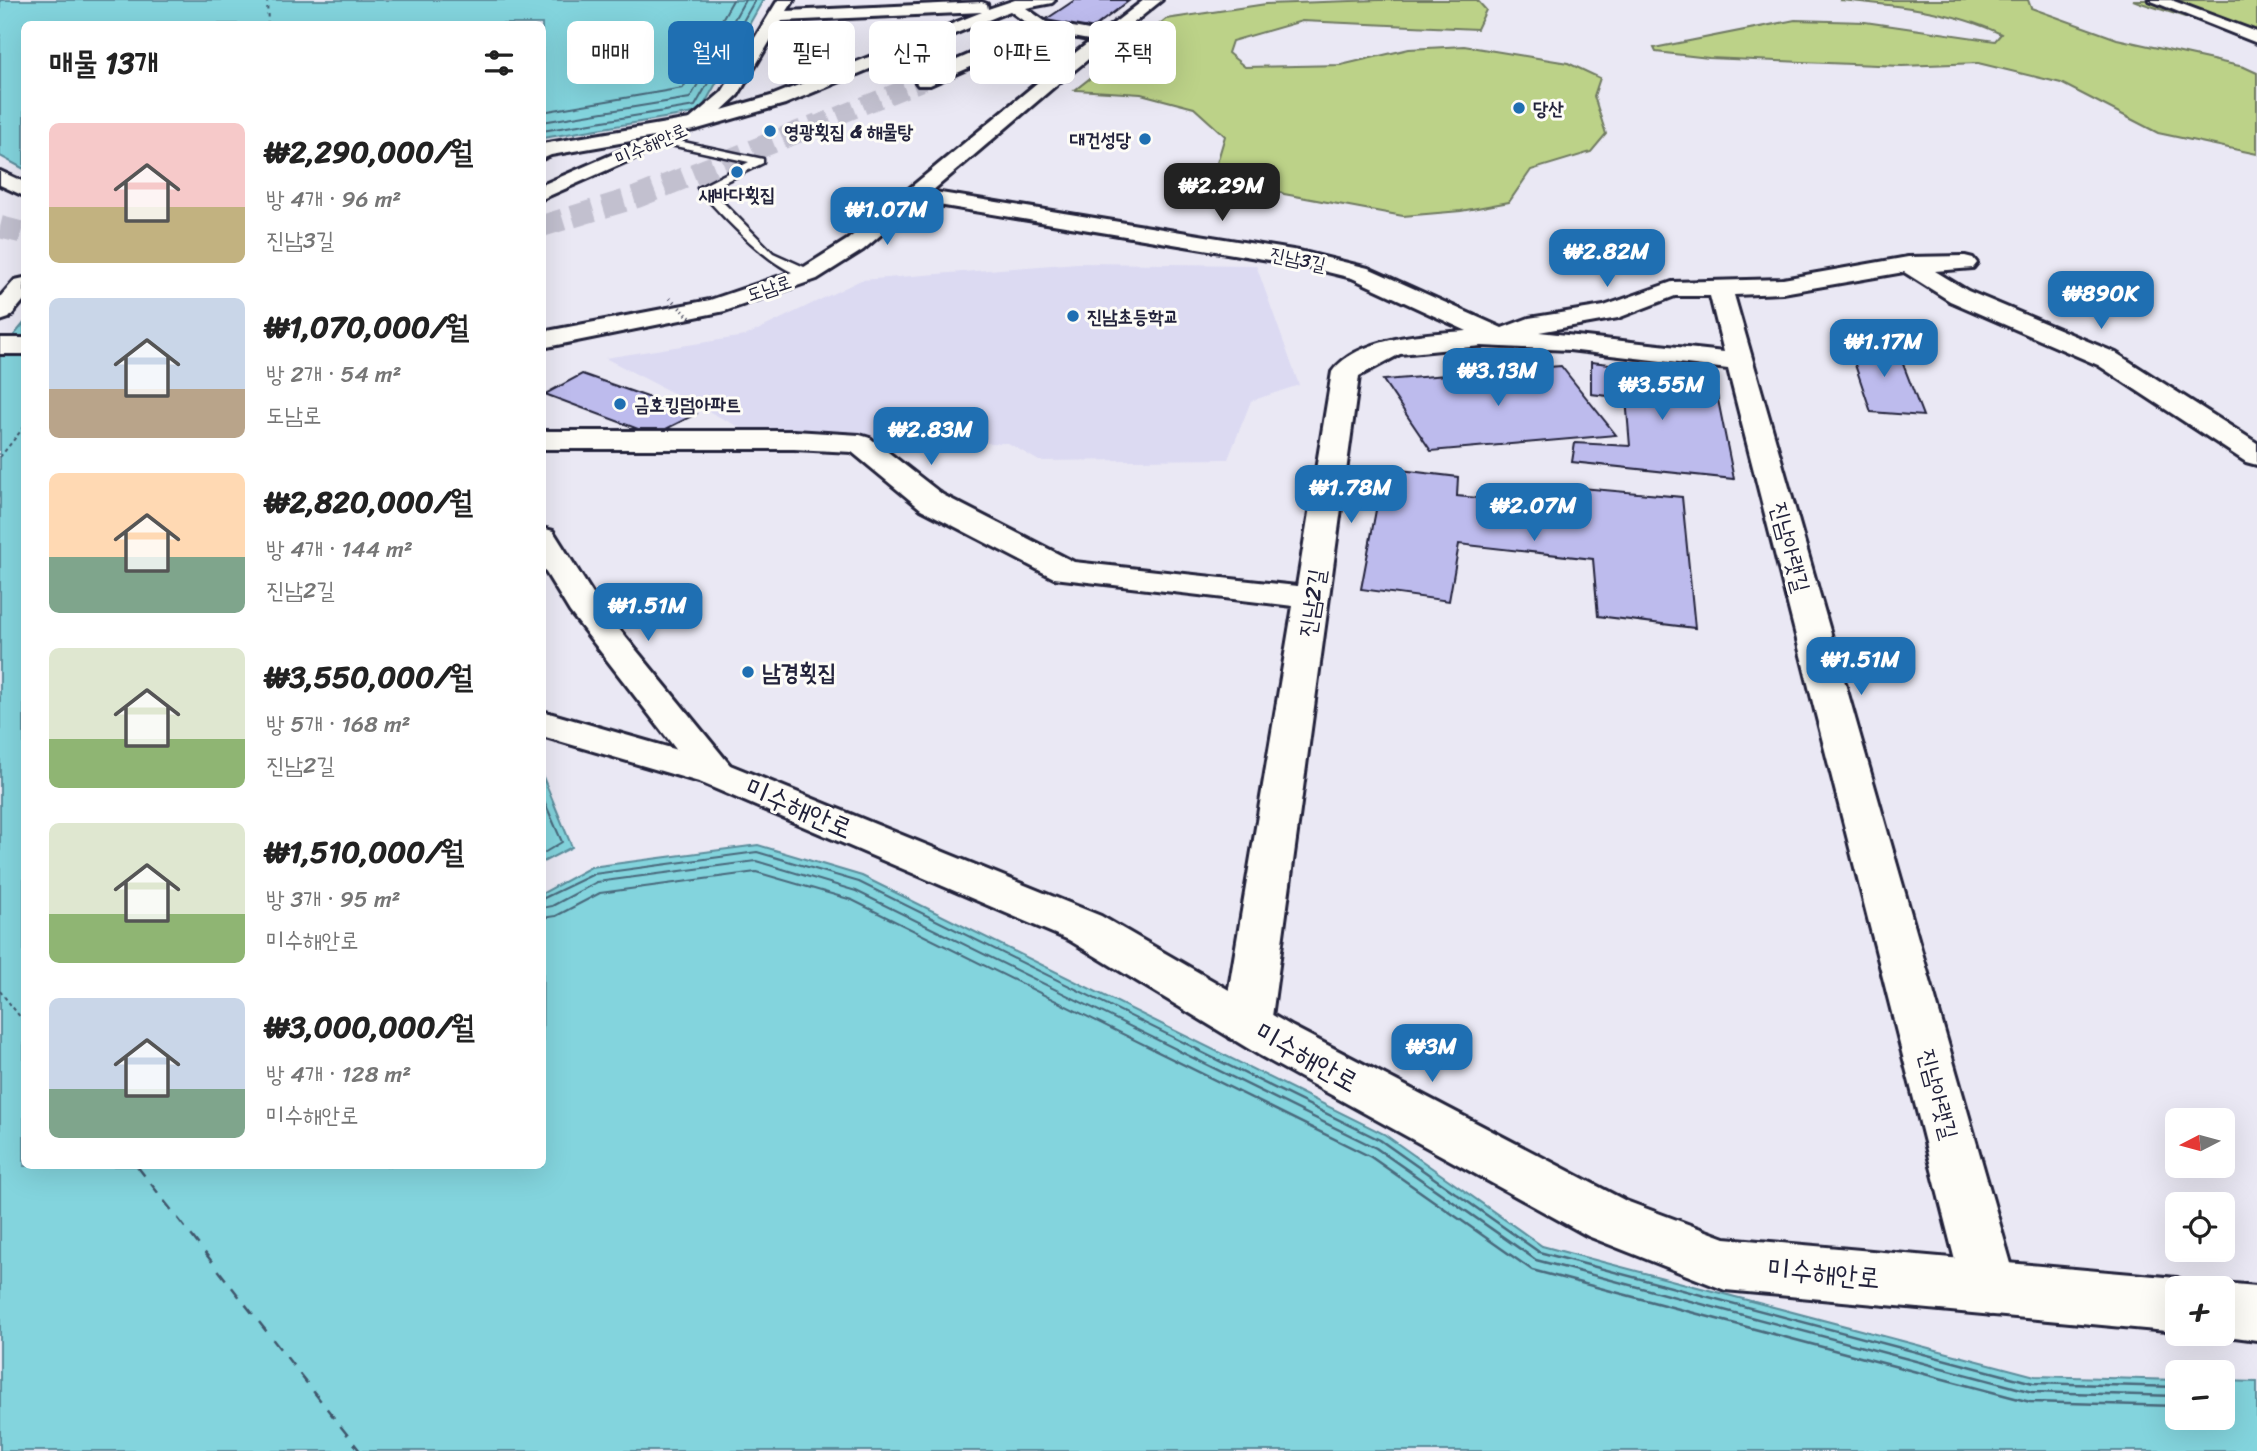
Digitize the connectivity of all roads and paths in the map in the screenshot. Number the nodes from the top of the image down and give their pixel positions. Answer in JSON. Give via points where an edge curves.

• • • • • • •

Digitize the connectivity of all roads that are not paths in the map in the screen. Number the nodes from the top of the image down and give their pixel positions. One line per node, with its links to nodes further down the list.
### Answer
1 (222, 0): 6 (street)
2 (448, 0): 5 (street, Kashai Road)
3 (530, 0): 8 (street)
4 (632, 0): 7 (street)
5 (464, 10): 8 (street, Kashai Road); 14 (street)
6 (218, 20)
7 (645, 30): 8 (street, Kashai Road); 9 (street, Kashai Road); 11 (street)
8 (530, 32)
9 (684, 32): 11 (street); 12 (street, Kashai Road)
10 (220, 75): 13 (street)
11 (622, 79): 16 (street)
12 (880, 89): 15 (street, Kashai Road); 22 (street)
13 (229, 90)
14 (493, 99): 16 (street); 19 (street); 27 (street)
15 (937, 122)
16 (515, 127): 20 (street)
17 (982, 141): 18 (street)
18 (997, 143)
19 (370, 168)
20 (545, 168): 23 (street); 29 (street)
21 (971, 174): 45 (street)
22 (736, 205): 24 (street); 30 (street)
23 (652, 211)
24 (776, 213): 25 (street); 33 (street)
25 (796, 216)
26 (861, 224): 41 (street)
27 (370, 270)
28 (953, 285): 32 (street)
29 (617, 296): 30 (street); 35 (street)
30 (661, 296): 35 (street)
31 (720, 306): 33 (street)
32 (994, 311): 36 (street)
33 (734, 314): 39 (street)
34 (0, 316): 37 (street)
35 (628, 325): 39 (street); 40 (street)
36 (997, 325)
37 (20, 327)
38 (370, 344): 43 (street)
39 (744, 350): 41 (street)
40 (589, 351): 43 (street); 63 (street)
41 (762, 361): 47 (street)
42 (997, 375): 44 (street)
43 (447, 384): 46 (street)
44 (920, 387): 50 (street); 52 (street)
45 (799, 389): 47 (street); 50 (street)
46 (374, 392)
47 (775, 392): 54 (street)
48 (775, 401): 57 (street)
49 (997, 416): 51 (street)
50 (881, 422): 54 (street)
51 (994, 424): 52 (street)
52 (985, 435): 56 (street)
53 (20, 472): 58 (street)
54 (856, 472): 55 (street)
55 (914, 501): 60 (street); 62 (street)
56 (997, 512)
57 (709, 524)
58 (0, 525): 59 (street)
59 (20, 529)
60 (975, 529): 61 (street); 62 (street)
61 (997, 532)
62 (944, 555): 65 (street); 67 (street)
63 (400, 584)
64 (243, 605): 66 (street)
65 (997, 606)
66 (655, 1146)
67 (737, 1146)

• • • • • • •

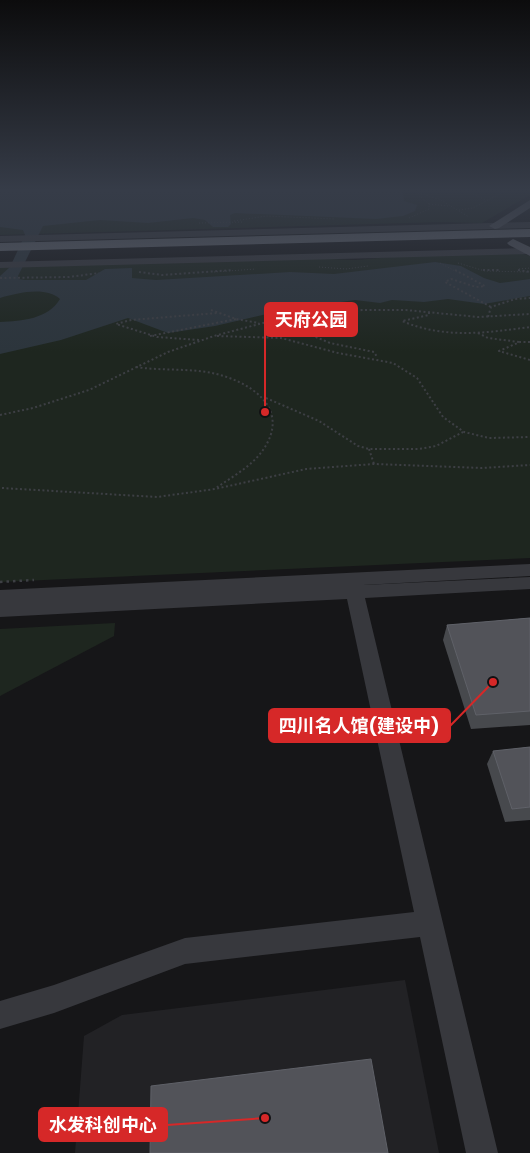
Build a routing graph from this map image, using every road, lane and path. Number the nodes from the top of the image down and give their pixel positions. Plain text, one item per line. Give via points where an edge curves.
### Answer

• • • • • • •

» Exercise details: Wherever "Digitize" appears in a line of the entries, copy that line.

» Response:
Digitize the connectivity of all roads and paths in the map in the screenshot. Number the nodes from the top of the image down and give their pixel positions. Answer in JSON. Give via points where an edge curves.
Digitize the connectivity of all roads that are not paths in the map in the screen. Number the nodes from the top of the image down and give their pixel positions. One line per node, with its links to nodes further down the list.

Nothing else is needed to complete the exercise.